Development of a FER0.4K SNP array for genomic predication of Fusarium ear rot resistance in maize

Fusarium ear rot (FER) caused by Fusarium species severely reduces grain yield and quality of maize. Genome prediction (GP), a promising tool for quantitative trait breeding in plants and animals, uses molecular markers for capturing quantitative trait loci and predicting the genetic value of candidates for selection. In the present study, different subsets of markers and statistical methods for GP accuracy were tested in diverse inbred populations for FER resistance using a five-fold cross-validation approach. The prediction accuracy increased with an increase in the number of random markers; however, an increase in number beyond 10K did not increase the prediction accuracy. The prediction accuracy of selected markers was higher than that of random markers, and 500–1000 selected markers had the highest prediction accuracy, beyond which it slowly decreased. Although there was no difference among statistical methods when using selected markers at high prediction accuracy, significant differences were observed when using random markers.
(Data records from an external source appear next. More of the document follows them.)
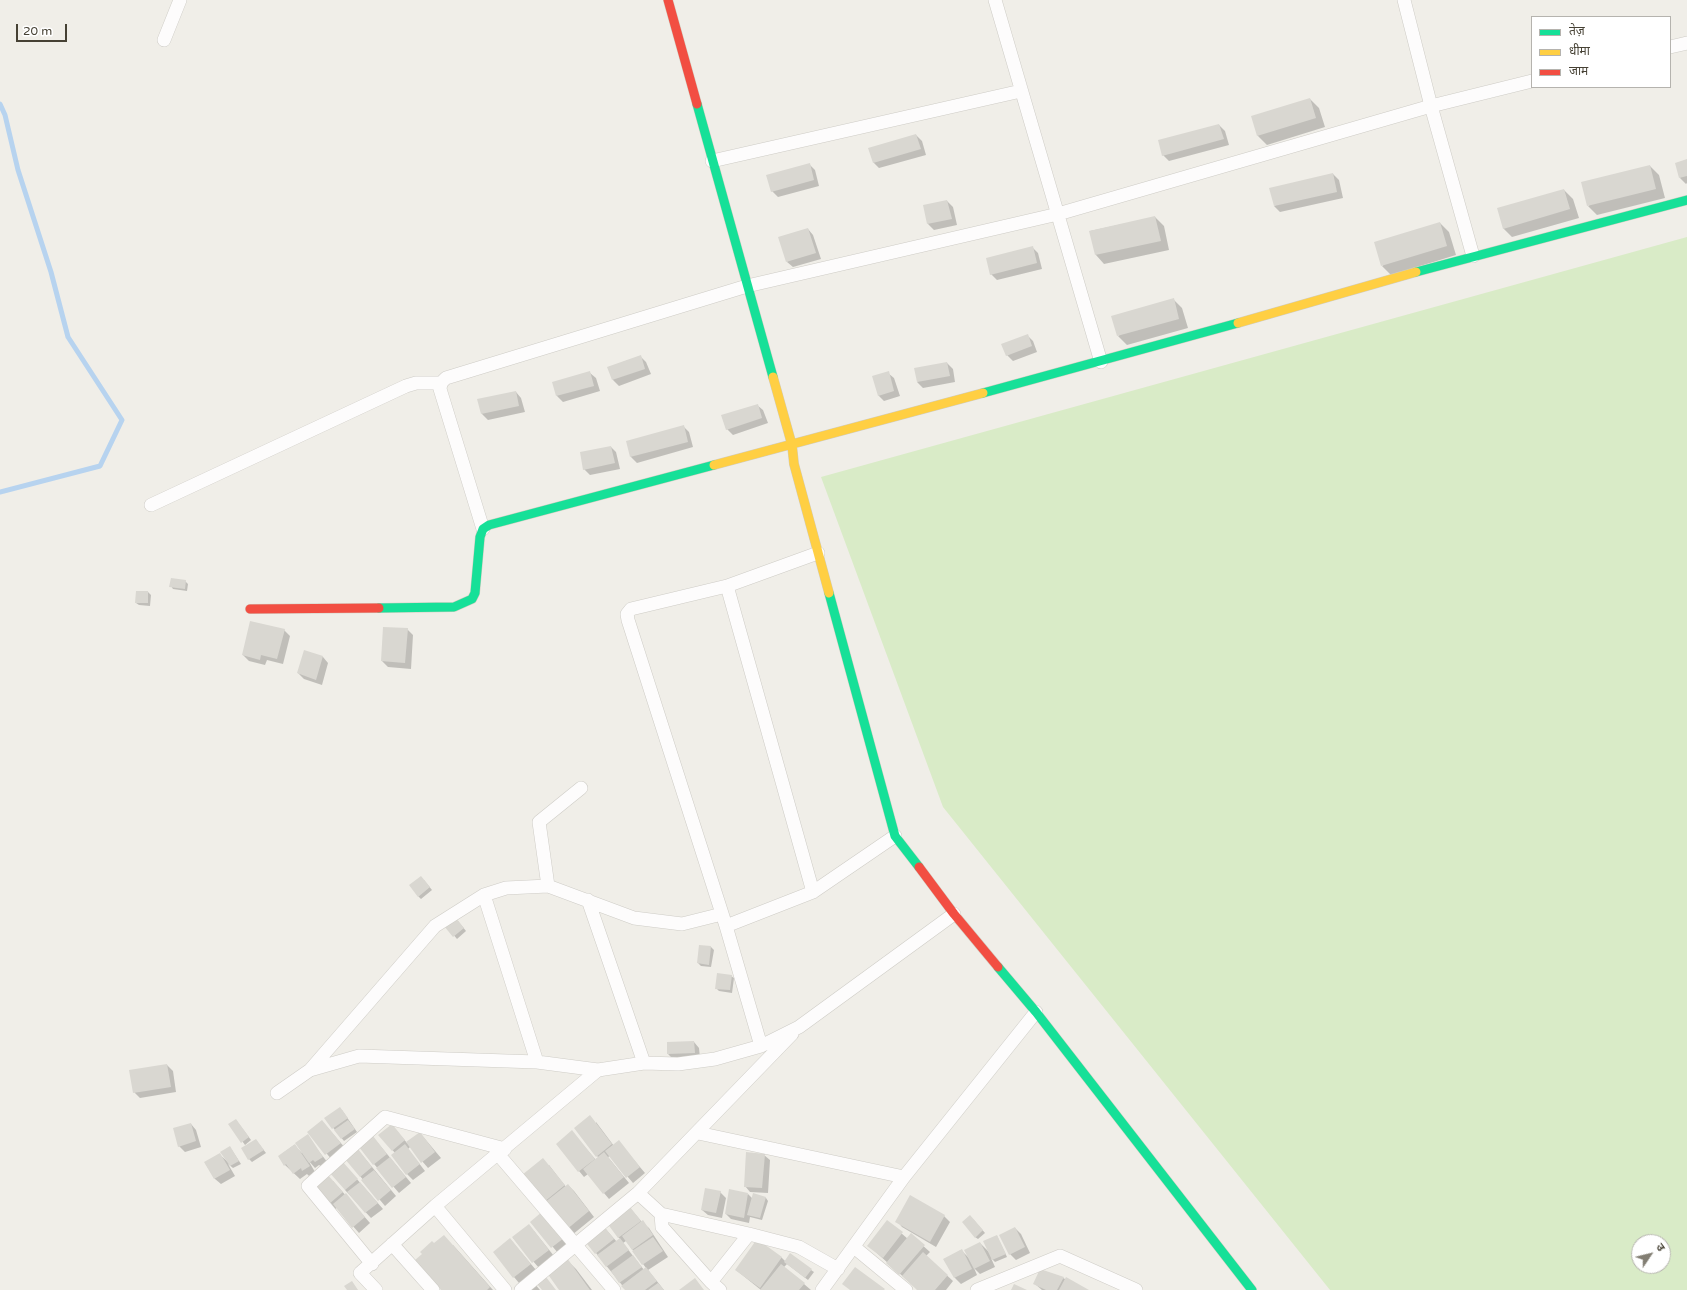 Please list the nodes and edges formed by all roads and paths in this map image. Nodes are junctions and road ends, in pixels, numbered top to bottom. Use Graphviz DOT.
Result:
graph roads {
  1 [pos="180,0"];
  2 [pos="668,0"];
  3 [pos="994,0"];
  4 [pos="1404,0"];
  5 [pos="164,40"];
  6 [pos="1687,43"];
  7 [pos="1671,47"];
  8 [pos="1531,81"];
  9 [pos="1022,91"];
  10 [pos="1431,106"];
  11 [pos="712,161"];
  12 [pos="1687,200"];
  13 [pos="1058,214"];
  14 [pos="1473,256"];
  15 [pos="747,286"];
  16 [pos="1101,362"];
  17 [pos="441,382"];
  18 [pos="792,445"];
  19 [pos="151,505"];
  20 [pos="483,529"];
  21 [pos="818,553"];
  22 [pos="727,586"];
  23 [pos="250,608"];
  24 [pos="581,788"];
  25 [pos="895,836"];
  26 [pos="548,886"];
  27 [pos="813,892"];
  28 [pos="484,895"];
  29 [pos="588,900"];
  30 [pos="954,914"];
  31 [pos="724,920"];
  32 [pos="1036,1012"];
  33 [pos="799,1027"];
  34 [pos="762,1046"];
  35 [pos="537,1062"];
  36 [pos="644,1064"];
  37 [pos="310,1070"];
  38 [pos="598,1070"];
  39 [pos="277,1093"];
  40 [pos="698,1133"];
  41 [pos="501,1152"];
  42 [pos="904,1177"];
  43 [pos="638,1193"];
  44 [pos="435,1206"];
  45 [pos="661,1214"];
  46 [pos="749,1234"];
  47 [pos="392,1244"];
  48 [pos="575,1246"];
  49 [pos="854,1247"];
  50 [pos="372,1264"];
  51 [pos="838,1269"];
  52 [pos="715,1286"];
  53 [pos="376,1290"];
  54 [pos="434,1290"];
  55 [pos="505,1290"];
  56 [pos="521,1290"];
  57 [pos="614,1290"];
  58 [pos="822,1290"];
  59 [pos="906,1290"];
  60 [pos="977,1290"];
  61 [pos="1136,1290"];
  62 [pos="1252,1290"];
  1 -- 5 [label="street"];
  2 -- 11 [label="street"];
  3 -- 9 [label="street"];
  4 -- 10 [label="street"];
  6 -- 7 [label="street"];
  8 -- 10 [label="street"];
  9 -- 11 [label="street"];
  9 -- 13 [label="street"];
  10 -- 13 [label="street"];
  10 -- 14 [label="street"];
  11 -- 15 [label="street"];
  12 -- 14 [label="street"];
  13 -- 15 [label="street"];
  13 -- 16 [label="street"];
  14 -- 16 [label="street"];
  15 -- 17 [label="street"];
  15 -- 18 [label="street"];
  16 -- 18 [label="street"];
  17 -- 19 [label="street"];
  17 -- 20 [label="street"];
  18 -- 20 [label="street"];
  18 -- 21 [label="street"];
  20 -- 23 [label="street"];
  21 -- 22 [label="street"];
  21 -- 25 [label="street"];
  22 -- 27 [label="street"];
  22 -- 31 [label="street"];
  24 -- 26 [label="street"];
  25 -- 27 [label="street"];
  25 -- 30 [label="street"];
  26 -- 28 [label="street"];
  26 -- 29 [label="street"];
  27 -- 31 [label="street"];
  28 -- 35 [label="street"];
  28 -- 37 [label="street"];
  29 -- 31 [label="street"];
  29 -- 36 [label="street"];
  30 -- 32 [label="street"];
  30 -- 33 [label="street"];
  31 -- 34 [label="street"];
  32 -- 42 [label="street"];
  32 -- 62 [label="street"];
  33 -- 34 [label="street"];
  33 -- 40 [label="street"];
  34 -- 36 [label="street"];
  35 -- 37 [label="street"];
  35 -- 38 [label="street"];
  36 -- 38 [label="street"];
  37 -- 39 [label="street"];
  38 -- 41 [label="street"];
  40 -- 42 [label="street"];
  40 -- 43 [label="street"];
  41 -- 44 [label="street"];
  41 -- 48 [label="street"];
  41 -- 50 [label="street"];
  42 -- 49 [label="street"];
  43 -- 45 [label="street"];
  43 -- 48 [label="street"];
  44 -- 47 [label="street"];
  44 -- 55 [label="street"];
  45 -- 46 [label="street"];
  45 -- 52 [label="street"];
  46 -- 51 [label="street"];
  46 -- 52 [label="street"];
  47 -- 50 [label="street"];
  47 -- 54 [label="street"];
  48 -- 56 [label="street"];
  48 -- 57 [label="street"];
  49 -- 51 [label="street"];
  49 -- 59 [label="street"];
  50 -- 53 [label="street"];
  51 -- 58 [label="street"];
  60 -- 61 [label="street"];
}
On this basis, a liquid chip named FER0.4K (liquid chip for genomic prediction of FER) containing 381 SNPs was developed for low-cost, high-throughput genotyping, with a prediction of approximately 0.82. The statistical method of genome prediction was compiled into a web-based, easy-to-use statistical analysis software using the “shiny” package in R. In summary, this study provides a foundation for FER resistance breeding in maize and offers new insights into the genetic improvement of other complex quantitative traits in plants.